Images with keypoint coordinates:
***

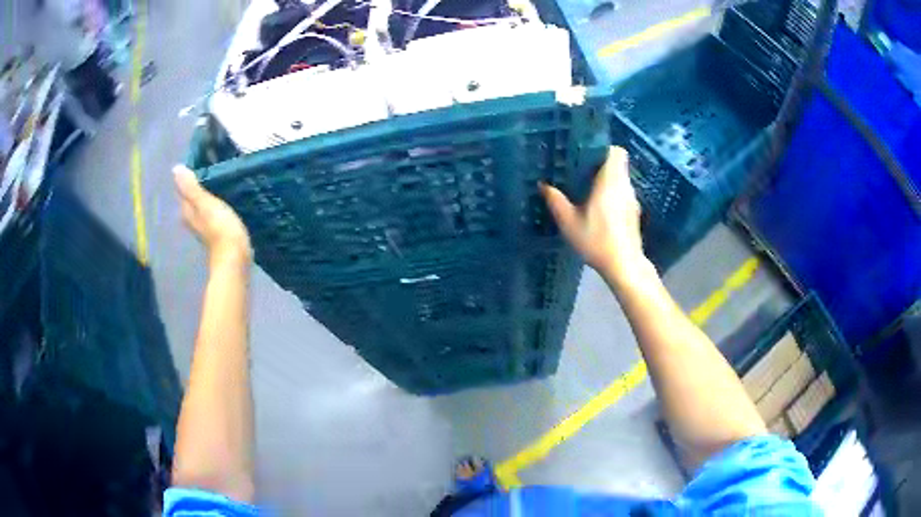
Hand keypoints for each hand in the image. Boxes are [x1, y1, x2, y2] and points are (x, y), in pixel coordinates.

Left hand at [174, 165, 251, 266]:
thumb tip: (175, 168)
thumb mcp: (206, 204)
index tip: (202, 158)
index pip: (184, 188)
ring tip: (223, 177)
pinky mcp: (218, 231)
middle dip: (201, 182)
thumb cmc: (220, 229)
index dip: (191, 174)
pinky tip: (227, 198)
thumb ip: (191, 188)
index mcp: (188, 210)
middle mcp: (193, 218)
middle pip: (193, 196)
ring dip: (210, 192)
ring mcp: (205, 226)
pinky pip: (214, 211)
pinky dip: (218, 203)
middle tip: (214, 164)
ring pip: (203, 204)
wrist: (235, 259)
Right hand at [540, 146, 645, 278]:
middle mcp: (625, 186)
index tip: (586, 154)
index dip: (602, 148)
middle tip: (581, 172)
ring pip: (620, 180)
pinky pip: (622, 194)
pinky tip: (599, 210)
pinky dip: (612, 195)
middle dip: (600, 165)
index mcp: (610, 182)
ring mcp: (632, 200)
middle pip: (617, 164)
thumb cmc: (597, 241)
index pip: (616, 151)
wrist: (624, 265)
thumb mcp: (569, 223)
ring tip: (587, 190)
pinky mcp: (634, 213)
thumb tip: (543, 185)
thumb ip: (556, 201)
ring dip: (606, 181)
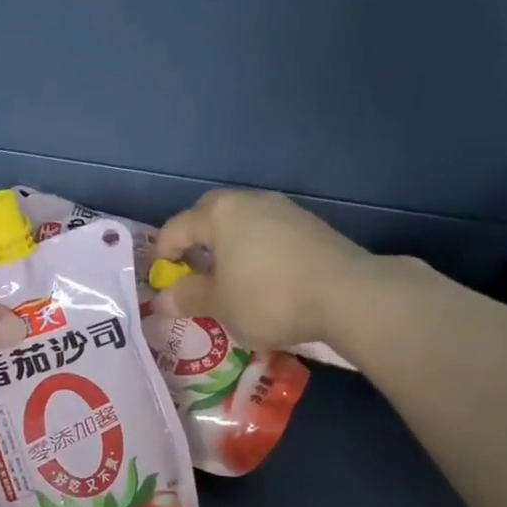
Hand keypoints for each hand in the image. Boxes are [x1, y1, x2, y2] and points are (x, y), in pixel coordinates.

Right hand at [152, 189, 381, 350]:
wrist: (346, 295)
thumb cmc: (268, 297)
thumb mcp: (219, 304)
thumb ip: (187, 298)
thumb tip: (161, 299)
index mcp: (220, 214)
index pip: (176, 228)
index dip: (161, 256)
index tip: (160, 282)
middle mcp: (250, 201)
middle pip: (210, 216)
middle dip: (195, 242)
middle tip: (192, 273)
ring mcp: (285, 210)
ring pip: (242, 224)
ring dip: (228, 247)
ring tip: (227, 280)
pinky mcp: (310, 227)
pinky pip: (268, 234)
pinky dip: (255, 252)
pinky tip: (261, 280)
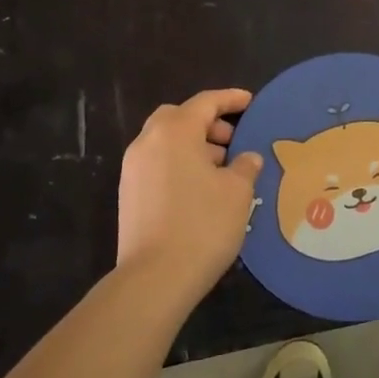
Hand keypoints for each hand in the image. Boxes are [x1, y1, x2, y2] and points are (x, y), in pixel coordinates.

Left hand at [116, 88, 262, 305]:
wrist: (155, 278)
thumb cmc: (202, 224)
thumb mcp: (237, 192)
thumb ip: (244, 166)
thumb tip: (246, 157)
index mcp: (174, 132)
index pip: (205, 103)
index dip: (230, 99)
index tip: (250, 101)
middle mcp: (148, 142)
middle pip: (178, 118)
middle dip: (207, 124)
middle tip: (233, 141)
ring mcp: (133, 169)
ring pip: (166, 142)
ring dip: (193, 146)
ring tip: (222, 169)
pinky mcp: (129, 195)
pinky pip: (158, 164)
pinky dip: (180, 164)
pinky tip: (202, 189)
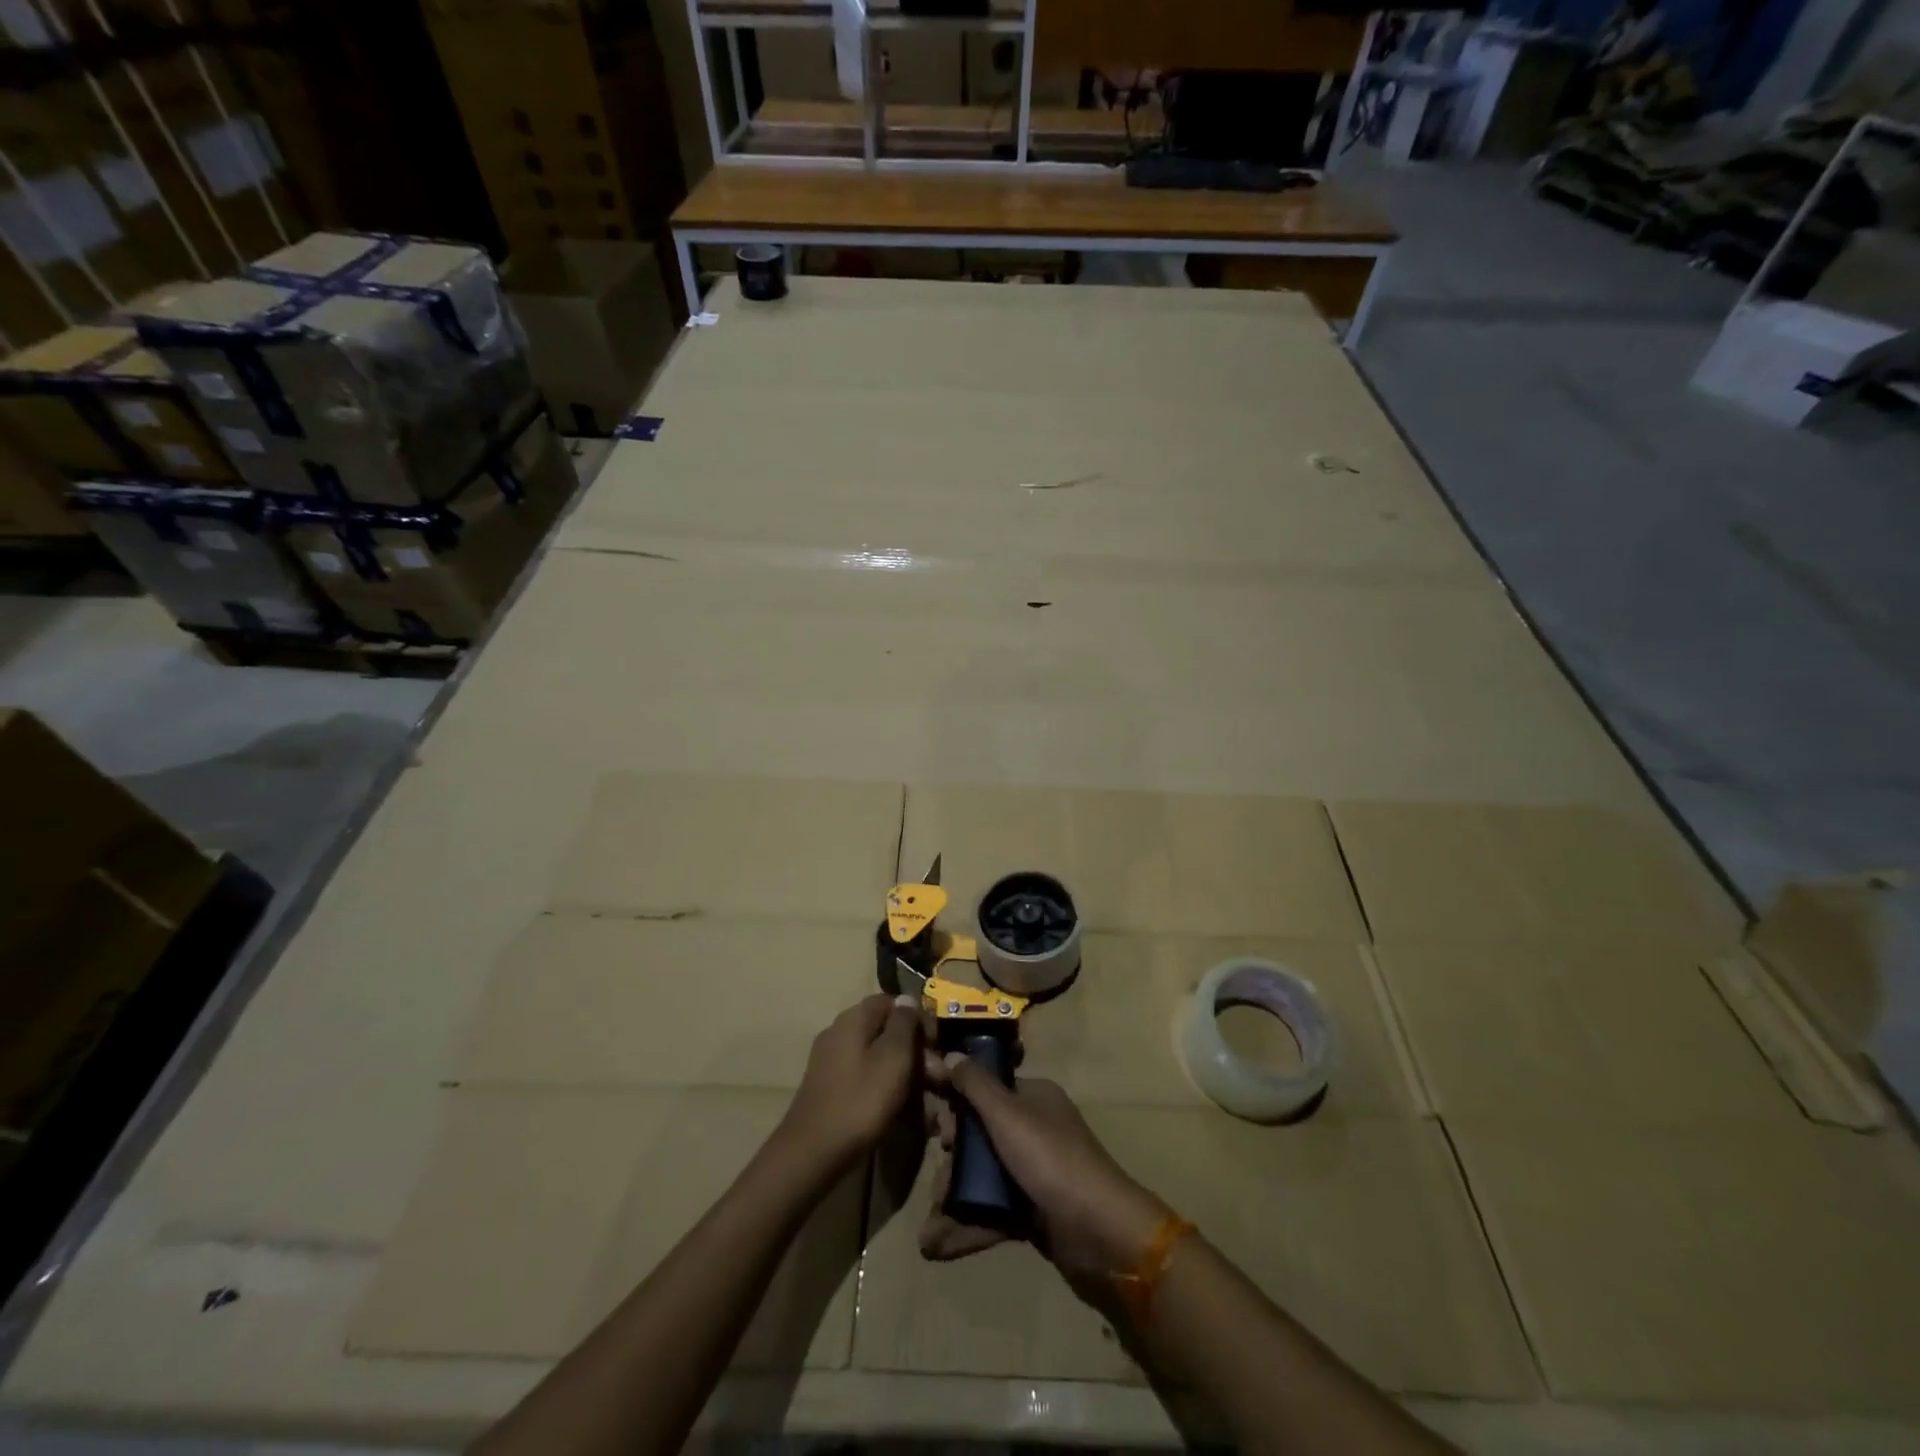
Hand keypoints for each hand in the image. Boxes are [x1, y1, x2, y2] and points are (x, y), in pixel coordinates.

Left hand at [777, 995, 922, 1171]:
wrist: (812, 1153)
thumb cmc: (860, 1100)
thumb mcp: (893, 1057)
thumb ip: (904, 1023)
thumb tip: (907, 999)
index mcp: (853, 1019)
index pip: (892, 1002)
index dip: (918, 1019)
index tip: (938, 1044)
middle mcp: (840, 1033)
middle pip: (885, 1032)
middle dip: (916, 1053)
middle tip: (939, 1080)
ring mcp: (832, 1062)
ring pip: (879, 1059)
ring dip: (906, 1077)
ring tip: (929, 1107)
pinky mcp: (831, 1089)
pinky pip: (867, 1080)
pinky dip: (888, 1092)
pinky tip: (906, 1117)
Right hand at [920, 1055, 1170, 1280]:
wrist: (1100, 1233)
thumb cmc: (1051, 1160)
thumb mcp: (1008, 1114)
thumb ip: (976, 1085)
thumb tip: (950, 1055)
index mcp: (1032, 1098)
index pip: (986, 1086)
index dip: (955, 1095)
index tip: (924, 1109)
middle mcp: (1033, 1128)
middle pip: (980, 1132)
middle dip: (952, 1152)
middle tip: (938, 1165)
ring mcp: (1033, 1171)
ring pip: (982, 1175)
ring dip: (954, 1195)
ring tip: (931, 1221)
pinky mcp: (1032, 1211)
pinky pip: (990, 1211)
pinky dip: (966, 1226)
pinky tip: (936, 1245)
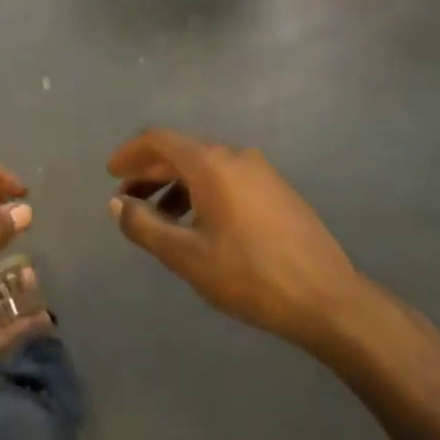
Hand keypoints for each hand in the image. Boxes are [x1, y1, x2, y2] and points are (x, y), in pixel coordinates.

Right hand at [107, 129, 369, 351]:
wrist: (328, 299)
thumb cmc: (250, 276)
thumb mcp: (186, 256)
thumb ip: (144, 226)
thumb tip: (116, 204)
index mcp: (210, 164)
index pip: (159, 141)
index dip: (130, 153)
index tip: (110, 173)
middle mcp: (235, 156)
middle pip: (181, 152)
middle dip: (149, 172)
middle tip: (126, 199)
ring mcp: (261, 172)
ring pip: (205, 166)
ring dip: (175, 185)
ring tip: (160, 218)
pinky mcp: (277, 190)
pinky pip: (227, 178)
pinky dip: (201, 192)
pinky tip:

***

Instructions for the task: Given the data above, which lines hold the string "wrist"? Return them.

Final answer:
wrist: (235, 259)
wrist: (624, 265)
wrist: (346, 295)
wrist: (155, 278)
wrist: (812, 1153)
wrist: (1100, 1233)
wrist: (328, 299)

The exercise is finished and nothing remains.